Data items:
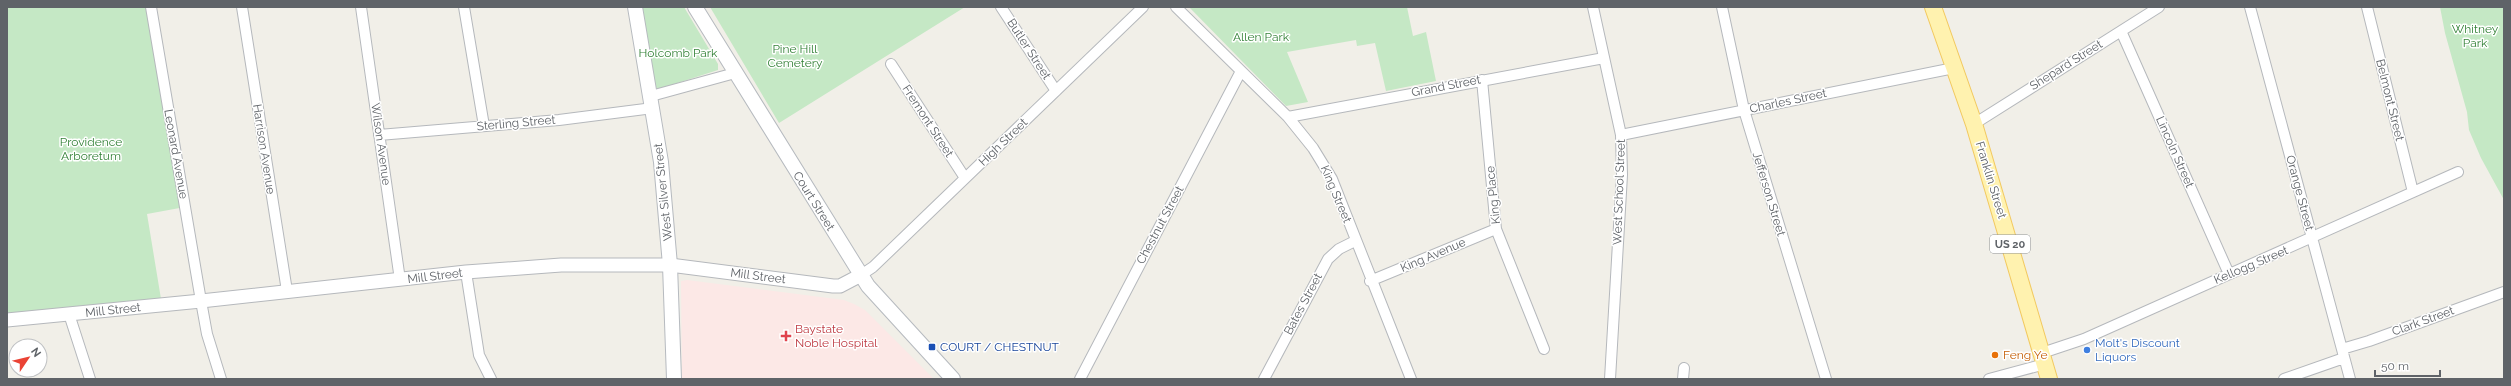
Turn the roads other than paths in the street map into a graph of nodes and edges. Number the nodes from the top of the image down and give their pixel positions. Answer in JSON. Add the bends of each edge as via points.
{"nodes":[{"id":1,"x":152,"y":7,"type":"edge"},
{"id":2,"x":242,"y":7,"type":"edge"},
{"id":3,"x":361,"y":7,"type":"edge"},
{"id":4,"x":464,"y":7,"type":"edge"},
{"id":5,"x":635,"y":7,"type":"edge"},
{"id":6,"x":695,"y":7,"type":"edge"},
{"id":7,"x":1002,"y":7,"type":"edge"},
{"id":8,"x":1143,"y":7,"type":"edge"},
{"id":9,"x":1176,"y":7,"type":"edge"},
{"id":10,"x":1593,"y":7,"type":"edge"},
{"id":11,"x":1722,"y":7,"type":"edge"},
{"id":12,"x":1933,"y":7,"type":"edge"},
{"id":13,"x":2159,"y":7,"type":"edge"},
{"id":14,"x":2250,"y":7,"type":"edge"},
{"id":15,"x":2367,"y":7,"type":"edge"},
{"id":16,"x":2121,"y":31,"type":"junction"},
{"id":17,"x":1604,"y":58,"type":"junction"},
{"id":18,"x":891,"y":64,"type":"dead end"},
{"id":19,"x":1954,"y":68,"type":"junction"},
{"id":20,"x":1241,"y":71,"type":"junction"},
{"id":21,"x":735,"y":73,"type":"junction"},
{"id":22,"x":1482,"y":80,"type":"junction"},
{"id":23,"x":1056,"y":91,"type":"junction"},
{"id":24,"x":652,"y":102,"type":"junction"},
{"id":25,"x":1744,"y":110,"type":"junction"},
{"id":26,"x":1288,"y":116,"type":"junction"},
{"id":27,"x":1974,"y":124,"type":"junction"},
{"id":28,"x":484,"y":126,"type":"junction"},
{"id":29,"x":379,"y":135,"type":"junction"},
{"id":30,"x":1621,"y":135,"type":"junction"},
{"id":31,"x":2458,"y":172,"type":"dead end"},
{"id":32,"x":965,"y":178,"type":"junction"},
{"id":33,"x":2413,"y":192,"type":"junction"},
{"id":34,"x":1496,"y":229,"type":"junction"},
{"id":35,"x":2313,"y":238,"type":"junction"},
{"id":36,"x":1355,"y":241,"type":"junction"},
{"id":37,"x":670,"y":265,"type":"junction"},
{"id":38,"x":466,"y":272,"type":"junction"},
{"id":39,"x":2229,"y":274,"type":"junction"},
{"id":40,"x":860,"y":275,"type":"junction"},
{"id":41,"x":400,"y":280,"type":"junction"},
{"id":42,"x":1370,"y":281,"type":"junction"},
{"id":43,"x":287,"y":291,"type":"junction"},
{"id":44,"x":2504,"y":292,"type":"edge"},
{"id":45,"x":200,"y":301,"type":"junction"},
{"id":46,"x":69,"y":314,"type":"junction"},
{"id":47,"x":7,"y":320,"type":"edge"},
{"id":48,"x":1544,"y":349,"type":"dead end"},
{"id":49,"x":2343,"y":353,"type":"junction"},
{"id":50,"x":2045,"y":365,"type":"edge"},
{"id":51,"x":1684,"y":368,"type":"dead end"},
{"id":52,"x":90,"y":379,"type":"edge"},
{"id":53,"x":221,"y":379,"type":"edge"},
{"id":54,"x":491,"y":379,"type":"edge"},
{"id":55,"x":674,"y":379,"type":"edge"},
{"id":56,"x":953,"y":379,"type":"edge"},
{"id":57,"x":1080,"y":379,"type":"edge"},
{"id":58,"x":1264,"y":379,"type":"edge"},
{"id":59,"x":1411,"y":379,"type":"edge"},
{"id":60,"x":1610,"y":379,"type":"edge"},
{"id":61,"x":1683,"y":379,"type":"edge"},
{"id":62,"x":1826,"y":379,"type":"edge"},
{"id":63,"x":1989,"y":379,"type":"edge"},
{"id":64,"x":2284,"y":379,"type":"edge"},
{"id":65,"x":2350,"y":379,"type":"edge"}],
"edges":[{"from":1,"to":45,"type":"street","name":"Leonard Avenue"},
{"from":2,"to":43,"type":"street","name":"Harrison Avenue"},
{"from":3,"to":29,"type":"street","name":"Wilson Avenue"},
{"from":4,"to":28,"type":"street"},
{"from":5,"to":24,"type":"main road","name":"West Silver Street"},
{"from":6,"to":21,"type":"main road","name":"Court Street"},
{"from":7,"to":23,"type":"street","name":"Butler Street"},
{"from":8,"to":23,"type":"street","name":"High Street"},
{"from":9,"to":20,"type":"street","name":"King Street"},
{"from":10,"to":17,"type":"street","name":"West School Street"},
{"from":11,"to":25,"type":"street","name":"Jefferson Street"},
{"from":12,"to":19,"type":"main road","name":"Franklin Street","number":"US 20"},
{"from":13,"to":16,"type":"street","name":"Shepard Street"},
{"from":14,"to":35,"type":"street","name":"Orange Street"},
{"from":15,"to":33,"type":"street","name":"Belmont Street"},
{"from":16,"to":27,"type":"street","name":"Shepard Street"},
{"from":16,"to":39,"type":"street","name":"Lincoln Street"},
{"from":17,"to":22,"type":"street","name":"Grand Street"},
{"from":17,"to":30,"type":"street","name":"West School Street"},
{"from":18,"to":32,"type":"street","name":"Fremont Street"},
{"from":19,"to":25,"type":"street","name":"Charles Street"},
{"from":19,"to":27,"type":"main road","name":"Franklin Street","number":"US 20"},
{"from":20,"to":26,"type":"street","name":"King Street"},
{"from":20,"to":57,"type":"street","name":"Chestnut Street"},
{"from":21,"to":24,"type":"street","name":"Sterling Street"},
{"from":21,"to":40,"type":"main road","name":"Court Street"},
{"from":22,"to":26,"type":"street","name":"Grand Street"},
{"from":22,"to":34,"type":"street","name":"King Place"},
{"from":23,"to":32,"type":"street","name":"High Street"},
{"from":24,"to":28,"type":"street","name":"Sterling Street"},
{"from":24,"to":37,"type":"main road","name":"West Silver Street","via":[[661,162]]},
{"from":25,"to":30,"type":"street","name":"Charles Street"},
{"from":25,"to":62,"type":"street","name":"Jefferson Street"},
{"from":26,"to":36,"type":"street","name":"King Street","via":[[1313,148],[1332,179]]},
{"from":27,"to":50,"type":"main road","name":"Franklin Street","number":"US 20"},
{"from":28,"to":29,"type":"street","name":"Sterling Street"},
{"from":29,"to":41,"type":"street","name":"Wilson Avenue"},
{"from":30,"to":60,"type":"street","name":"West School Street","via":[[1622,175]]},
{"from":31,"to":33,"type":"street","name":"Kellogg Street"},
{"from":32,"to":40,"type":"street","name":"High Street","via":[[873,267]]},
{"from":33,"to":35,"type":"street","name":"Kellogg Street"},
{"from":34,"to":42,"type":"street","name":"King Avenue"},
{"from":34,"to":48,"type":"street","name":"King Place"},
{"from":35,"to":39,"type":"street","name":"Kellogg Street"},
{"from":35,"to":49,"type":"street","name":"Orange Street"},
{"from":36,"to":42,"type":"street","name":"King Street"},
{"from":36,"to":58,"type":"street","name":"Bates Street","via":[[1328,259]]},
{"from":37,"to":38,"type":"street","name":"Mill Street","via":[[561,265]]},
{"from":37,"to":40,"type":"street","name":"Mill Street","via":[[833,286],[840,286]]},
{"from":37,"to":55,"type":"main road","name":"West Silver Street"},
{"from":38,"to":41,"type":"street","name":"Mill Street"},
{"from":38,"to":54,"type":"street","via":[[479,355]]},
{"from":39,"to":50,"type":"street","name":"Kellogg Street","via":[[2084,339]]},
{"from":40,"to":56,"type":"main road","name":"Court Street","via":[[901,325]]},
{"from":41,"to":43,"type":"street","name":"Mill Street"},
{"from":42,"to":59,"type":"street","name":"King Street"},
{"from":43,"to":45,"type":"street","name":"Mill Street"},
{"from":44,"to":49,"type":"street","name":"Clark Street","via":[[2369,341]]},
{"from":45,"to":46,"type":"street","name":"Mill Street"},
{"from":45,"to":53,"type":"street","name":"Leonard Avenue"},
{"from":46,"to":47,"type":"street","name":"Mill Street"},
{"from":46,"to":52,"type":"street"},
{"from":49,"to":64,"type":"street","name":"Clark Street"},
{"from":49,"to":65,"type":"street","name":"Orange Street"},
{"from":50,"to":63,"type":"street","name":"Kellogg Street"},
{"from":51,"to":61,"type":"street"}]}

-- ACTIVITY --
Gather each line in these records that contains the string "Silver".

-- RESPONSE TO THE TASK --
{"from":5,"to":24,"type":"main road","name":"West Silver Street"},
{"from":24,"to":37,"type":"main road","name":"West Silver Street","via":[[661,162]]},
{"from":37,"to":55,"type":"main road","name":"West Silver Street"},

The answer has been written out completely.